Even so, when Scott Morrison took over from Turnbull as prime minister, he wasted no time in using an appearance on ABC television to warn the ABC board to “expect a bit more attention from me” if it didn’t “do better”.
In fact, the board was already stacked with people appointed by Turnbull’s communications minister, Mitch Fifield, outside the independent merit-based system.
Documents obtained at the time by The Guardian Australia showed Fifield had directly appointed five of the eight members then on the board, some of them having been rejected by the nominations panel. Fifield’s appointments included Vanessa Guthrie, chair of the Minerals Council of Australia, a fossil fuel lobby group.
On top of this, to replace chair Justin Milne, Morrison parachuted in his own captain’s pick for chair, Ita Buttrose, disregarding three recommendations from the merit panel.
In May last year, Morrison’s communications minister, Paul Fletcher, appointed three further members to fill vacancies on the board. Two of those – Peter Tonagh and Mario D’Orazio – were recommended by the independent nominations panel and one – Fiona Balfour – was not.
Dan Himbrechts/AAPThe net effect of these comings and goings is that the minister directly appointed three of the seven current non-executive directors – Buttrose, Balfour and Joseph Gersh – outside the nominations process.
A fourth, Peter Lewis, was recommended by a politically loaded panel, including News Corp columnist and former board member Janet Albrechtsen and former Liberal minister Neil Brown, after Lewis had produced a report showing how the Abbott government could cut the ABC’s funding.
None of this is to question the integrity of the individuals appointed – in fact, Buttrose has been a robust defender of the ABC. But it raises legitimate questions about how well equipped they are for the job.
For example, does the board as a whole have the guts to stand up for the ABC’s editorial independence, or even a decent understanding of what the term means? The backgrounds of its members, aside from staff member Jane Connors, do not suggest they have any experience of what it is like to do the heavy lifting in journalism, where editorial independence really counts.
Buttrose, Tonagh and Lewis have a ton of experience in corporate media management, and Buttrose of course was a journalist, but not of the kind that makes programs for 4 Corners.
Investigative journalism exposes the journalists doing it to a degree of sometimes personal risk and often severe political and legal pressure. It is essential they have a rock-solid belief that the organisation they work for has their backs. As the founding editor of The Sydney Morning Herald’s investigative unit in 1984, I can personally attest to this.
Read more: As News Corp goes 'rogue' on election coverage, what price will Australian democracy pay?
The ABC’s journalists would be entitled to harbour doubts about this after the board announced in May it was appointing an ombudsman to oversee the complaints system.
Not only is this yet another layer of bureaucracy on top of an onerous complaints system already in place, but worse by far is that the ombudsman will report directly to a board that has been politically stacked.
Given most of the complaints that cause trouble for the ABC come from politicians or well-connected people with partisan political interests, that amounts to an outright betrayal of editorial independence.
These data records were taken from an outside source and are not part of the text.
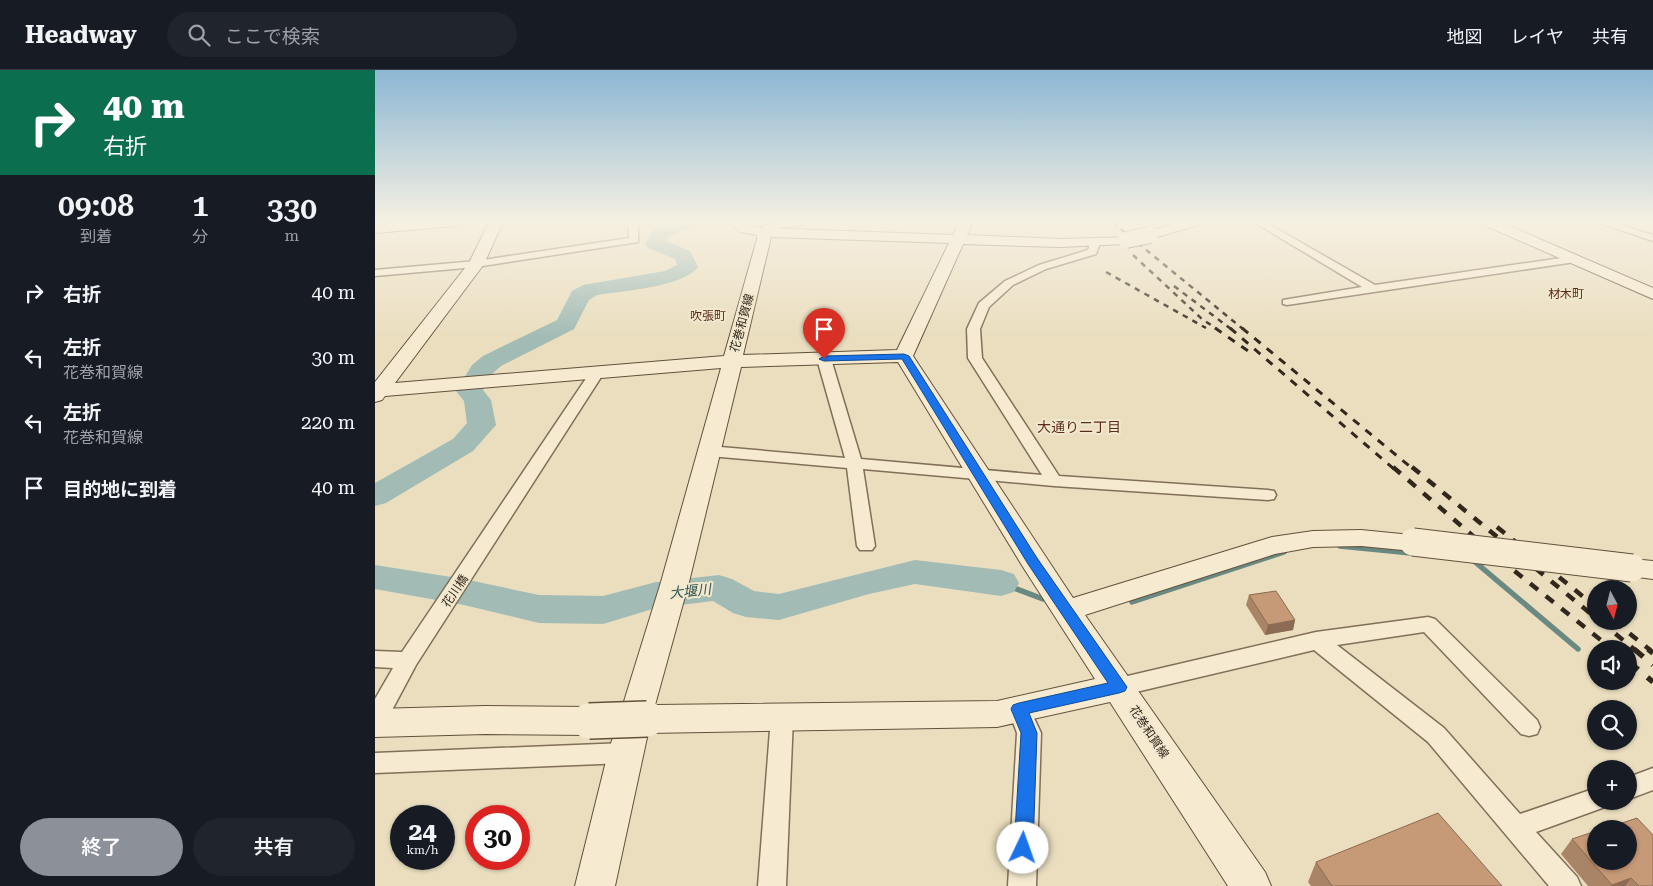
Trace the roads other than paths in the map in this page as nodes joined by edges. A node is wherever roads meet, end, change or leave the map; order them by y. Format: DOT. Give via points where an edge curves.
graph roads {
  1 [pos="478,260"];
  2 [pos="502,260"];
  3 [pos="758,260"];
  4 [pos="949,260"];
  5 [pos="1066,260"];
  6 [pos="1324,260"];
  7 [pos="1568,260"];
  8 [pos="1577,260"];
  9 [pos="476,264"];
  10 [pos="375,273"];
  11 [pos="1373,289"];
  12 [pos="1653,294"];
  13 [pos="1287,302"];
  14 [pos="904,356"];
  15 [pos="824,359"];
  16 [pos="732,361"];
  17 [pos="598,371"];
  18 [pos="377,392"];
  19 [pos="709,451"];
  20 [pos="854,463"];
  21 [pos="979,474"];
  22 [pos="1054,481"];
  23 [pos="1268,495"];
  24 [pos="867,546"];
  25 [pos="1653,570"];
  26 [pos="1067,610"];
  27 [pos="1316,640"];
  28 [pos="375,659"];
  29 [pos="408,660"];
  30 [pos="1119,687"];
  31 [pos="1019,709"];
  32 [pos="782,717"];
  33 [pos="375,721"];
  34 [pos="1529,727"];
  35 [pos="625,754"];
  36 [pos="375,763"];
  37 [pos="1653,779"];
  38 [pos="1637,785"];
  39 [pos="1587,802"];
  40 [pos="1516,827"];
  41 [pos="595,886"];
  42 [pos="772,886"];
  43 [pos="1021,886"];
  44 [pos="1251,886"];
  45 [pos="1567,886"];
  1 -- 9 [label="street"];
  2 -- 9 [label="street"];
  3 -- 16 [label="street, 花巻和賀線"];
  4 -- 14 [label="street"];
  5 -- 22 [label="street" via="1022,276 1002,288 986,303 975,320 973,340 975,358"];
  6 -- 11 [label="street"];
  7 -- 11 [label="street"];
  8 -- 12 [label="street"];
  9 -- 10 [label="street"];
  9 -- 18 [label="street"];
  11 -- 13 [label="street"];
  14 -- 15 [label="street, 花巻和賀線"];
  14 -- 21 [label="street, 花巻和賀線"];
  15 -- 16 [label="street, 花巻和賀線"];
  15 -- 20 [label="street"];
  16 -- 17 [label="street"];
  16 -- 19 [label="street"];
  17 -- 18 [label="street"];
  17 -- 29 [label="street, 花川橋"];
  19 -- 20 [label="street"];
  19 -- 35 [label="street"];
  20 -- 21 [label="street"];
  20 -- 24 [label="street"];
  21 -- 22 [label="street"];
  21 -- 26 [label="street, 花巻和賀線"];
  22 -- 23 [label="street"];
  25 -- 26 [label="street, bridge" via="1413,542 1313,538 1247,552"];
  26 -- 30 [label="street, 花巻和賀線"];
  27 -- 30 [label="street"];
  27 -- 34 [label="street" via="1428,624"];
  27 -- 40 [label="street" via="1436,735"];
  28 -- 29 [label="street"];
  29 -- 33 [label="street, 花川橋"];
  30 -- 31 [label="street"];
  30 -- 44 [label="street, 花巻和賀線"];
  31 -- 32 [label="street" via="997,714"];
  31 -- 43 [label="street" via="1029,733"];
  32 -- 33 [label="street, bridge"];
  32 -- 42 [label="street"];
  35 -- 36 [label="street"];
  35 -- 41 [label="street"];
  37 -- 38 [label="street"];
  39 -- 40 [label="street"];
  40 -- 45 [label="street"];
}
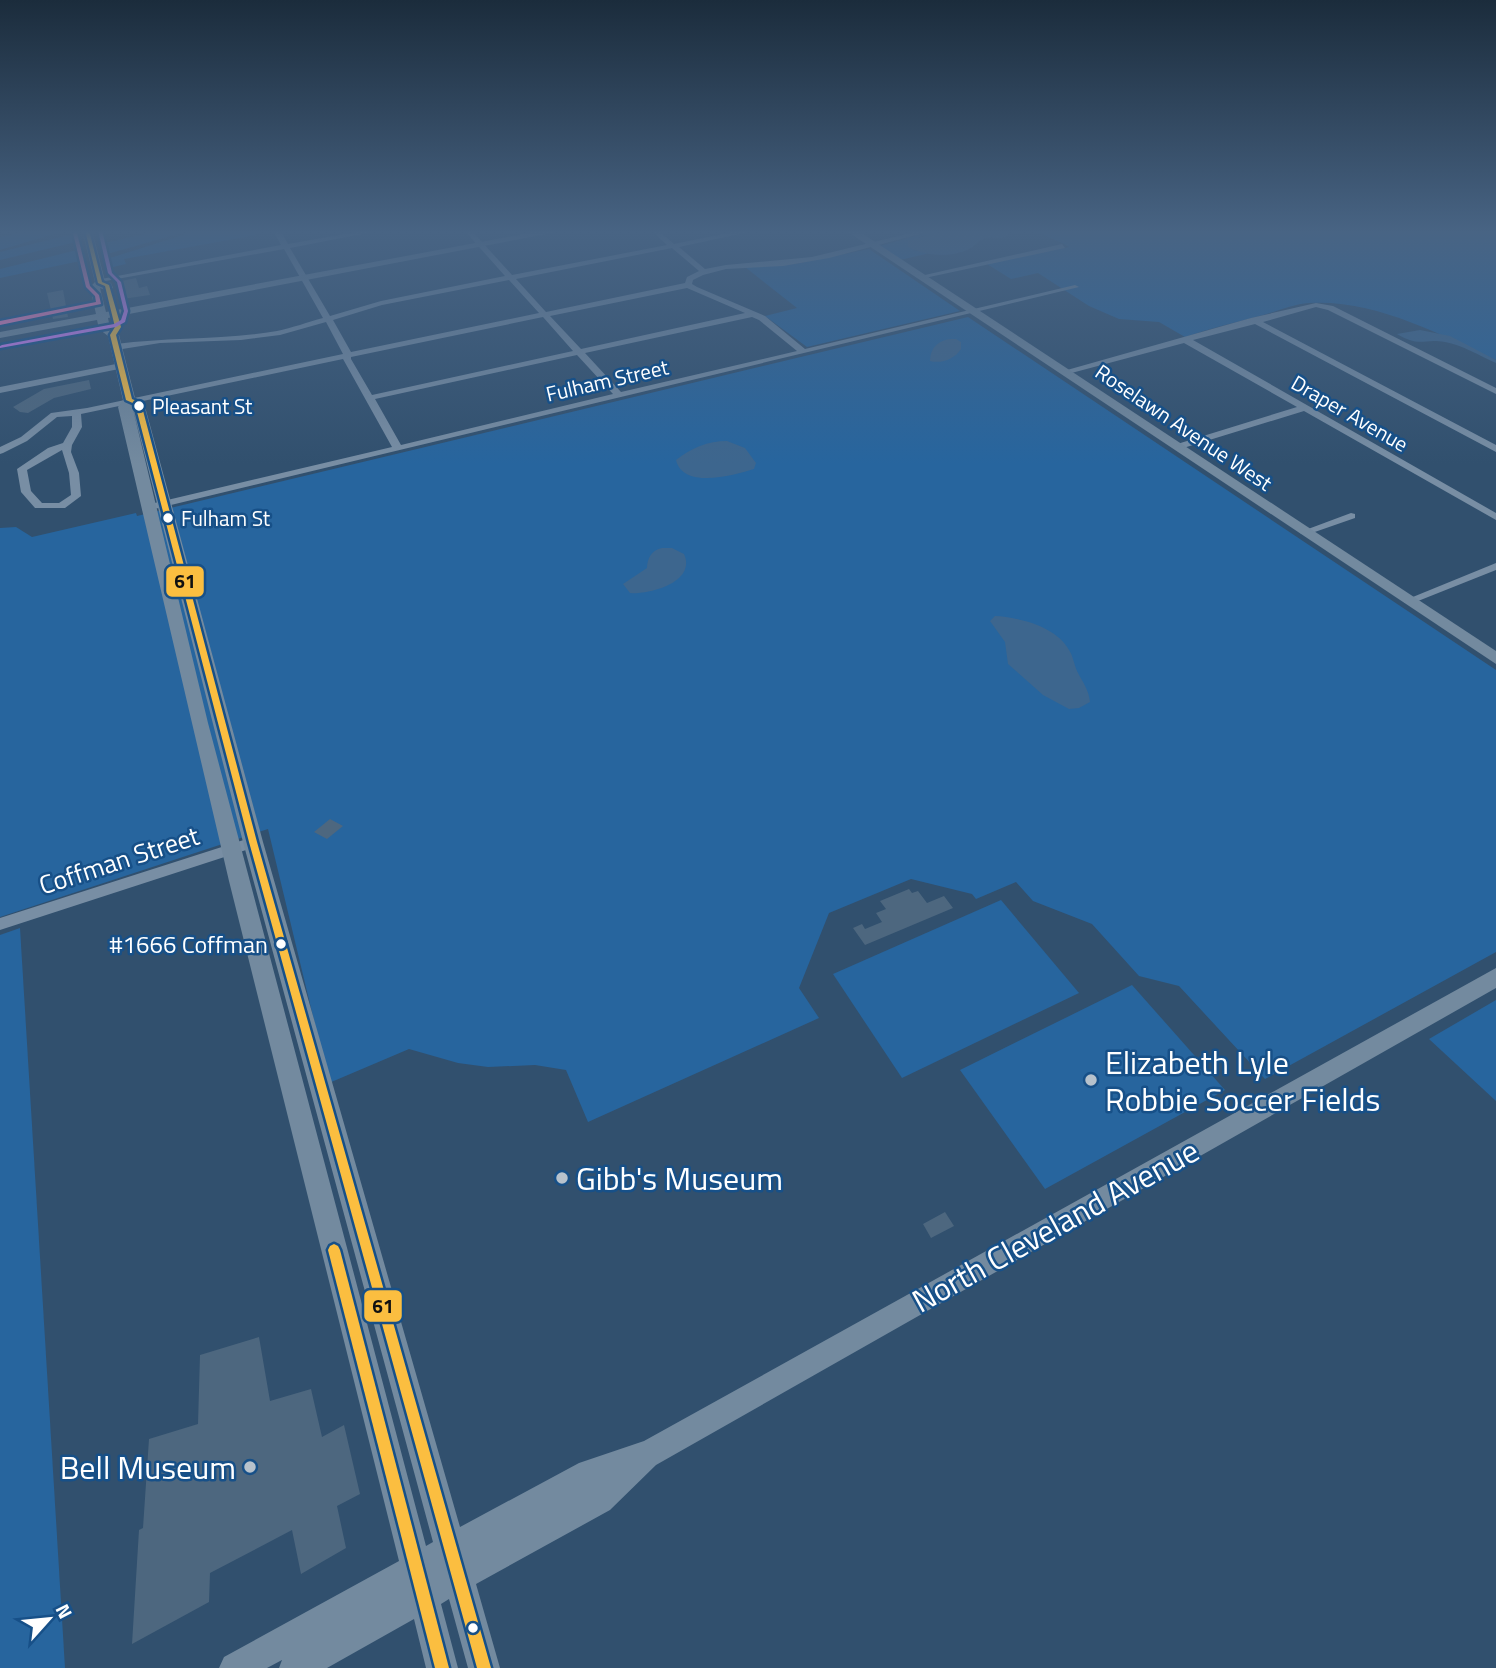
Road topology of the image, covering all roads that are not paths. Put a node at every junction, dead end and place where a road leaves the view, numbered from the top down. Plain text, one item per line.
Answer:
1 (100, 308) edge
2 (113, 308) edge
3 (142, 308) edge
4 (322, 308) edge
5 (364, 308) edge
6 (538, 308) edge
7 (575, 308) edge
8 (738, 308) edge
9 (966, 308) edge
10 (989, 308) edge
11 (1301, 308) edge
12 (1321, 308) edge
13 (972, 312) junction
14 (114, 313) junction
15 (544, 314) junction
16 (753, 314) junction
17 (102, 316) junction
18 (328, 319) junction
19 (1254, 320) junction
20 (0, 335) edge
21 (1186, 340) junction
22 (115, 341) junction
23 (580, 352) junction
24 (804, 352) junction
25 (346, 355) junction
26 (121, 366) junction
27 (1064, 372) junction
28 (0, 390) edge
29 (1496, 391) edge
30 (619, 396) junction
31 (369, 398) junction
32 (129, 400) junction
33 (1305, 408) junction
34 (76, 412) junction
35 (23, 439) junction
36 (0, 444) edge
37 (67, 445) junction
38 (1177, 447) junction
39 (398, 448) junction
40 (1496, 449) edge
41 (0, 451) edge
42 (154, 506) junction
43 (1351, 516) dead end
44 (1496, 517) edge
45 (1305, 532) junction
46 (1496, 566) edge
47 (1409, 601) junction
48 (1496, 659) edge
49 (253, 842) junction
50 (231, 849) junction
51 (0, 924) edge
52 (1496, 978) edge
53 (357, 1213) junction
54 (328, 1228) junction
55 (455, 1563) junction
56 (419, 1583) junction
57 (235, 1668) edge
58 (295, 1668) edge
59 (442, 1668) edge
60 (484, 1668) edge

1 - 17 main road
2 - 14 main road
3 - 14 main road
4 - 18 street
5 - 18 street
6 - 15 street
7 - 15 street
8 - 16 street
9 - 13 main road, Roselawn Avenue West
10 - 13 street, Fulham Street
11 - 19 street
12 - 29 street
13 - 24 street, Fulham Street
13 - 27 main road, Roselawn Avenue West
14 - 17 main road
14 - 22 main road
15 - 23 street
15 - 25 street
16 - 23 street
16 - 24 street
17 - 20 main road
17 - 22 main road
18 - 22 street
18 - 25 street
19 - 21 street
19 - 40 street
21 - 27 street
21 - 33 street, Draper Avenue
22 - 26 main road
23 - 30 street
23 - 31 street
24 - 30 street, Fulham Street
25 - 31 street
25 - 32 street
26 - 28 street
26 - 32 main road
27 - 38 main road, Roselawn Avenue West
30 - 39 street, Fulham Street
31 - 39 street
32 - 34 street
32 - 42 main road
33 - 38 street
33 - 44 street, Draper Avenue
34 - 35 street
34 - 37 street
35 - 36 street
35 - 41 street
37 - 37 street
38 - 45 main road, Roselawn Avenue West
39 - 42 street, Fulham Street
42 - 49 main road
42 - 50 main road
43 - 45 street
45 - 47 main road, Roselawn Avenue West
46 - 47 street
47 - 48 main road, Roselawn Avenue West
49 - 50 street, Coffman Street
49 - 53 main road
50 - 51 street, Coffman Street
50 - 54 main road
52 - 55 main road, North Cleveland Avenue
53 - 54 main road
53 - 55 main road
54 - 56 main road
55 - 56 main road, North Cleveland Avenue
55 - 60 main road
56 - 57 main road, North Cleveland Avenue
56 - 58 main road, North Cleveland Avenue
56 - 59 main road

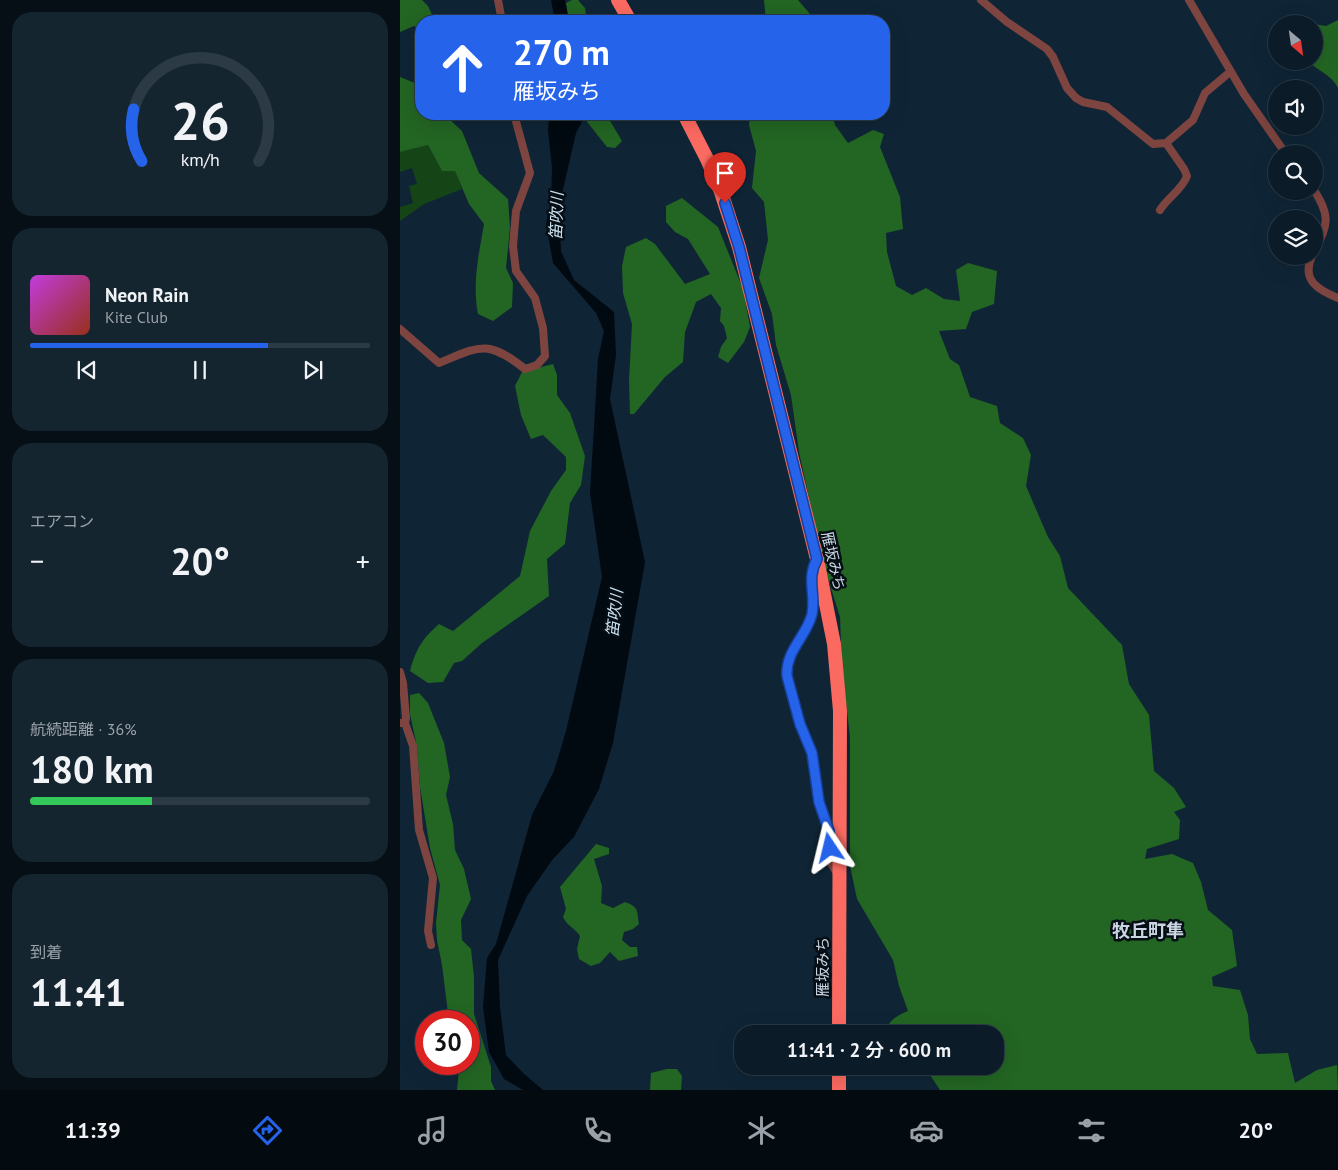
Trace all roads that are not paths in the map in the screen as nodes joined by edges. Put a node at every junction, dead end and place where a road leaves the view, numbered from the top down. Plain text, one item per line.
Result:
1 (498, 0) edge
2 (618, 0) edge
3 (981, 0) edge
4 (1189, 0) edge
5 (501, 15) edge
6 (627, 15) edge
7 (1230, 72) junction
8 (516, 120) edge
9 (687, 120) edge
10 (1166, 143) junction
11 (1280, 145) edge
12 (1321, 200) edge
13 (1160, 210) dead end
14 (1323, 233) edge
15 (1308, 265) edge
16 (1338, 298) edge
17 (400, 329) edge
18 (817, 559) junction
19 (400, 672) edge
20 (402, 723) edge
21 (840, 878) junction
22 (431, 945) dead end
23 (839, 1025) edge
24 (839, 1075) edge
25 (839, 1090) edge

1 - 5 street
2 - 6 highway
3 - 10 street
4 - 7 street
7 - 10 street
7 - 11 street
8 - 17 street
9 - 18 highway, 雁坂みち
10 - 13 street
12 - 14 street
15 - 16 street
18 - 21 highway, 雁坂みち
18 - 21 street
19 - 20 street
20 - 22 street
21 - 23 highway, 雁坂みち
24 - 25 highway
The decision to appoint an ombudsman was based on a recommendation by a former Commonwealth ombudsman, John McMillan, and Jim Carroll, an experienced commercial television executive, who carried out a review of the complaints process. However, they did not recommend the direct reporting line to the board.
This board decision had all the hallmarks of a pre-emptive buckle, the cutting witticism coined long ago by a radio producer to describe the way ABC management reacts to threats and pressure, real or anticipated.
David Moir/AAPIn this case it had the desired effect. A month after the ombudsman proposal had been announced, an attempt by Liberal Senator Andrew Bragg to set up a Senate inquiry into the ABC’s complaints system was abandoned.
The decision to review the complaints system was taken in the aftermath of an earlier external review into a complaint about a three-part television series called Exposed: The Ghost Train Fire. The ABC’s complaints unit rejected the complaint, but this decision was vociferously challenged by a group of people anxious to protect the legacy and reputation of the deceased former premier of New South Wales, Neville Wran. One segment in part three of this series contained an unjustifiable implication that Wran was an associate of an organised crime figure, Abe Saffron, who the program alleged was connected with the fire.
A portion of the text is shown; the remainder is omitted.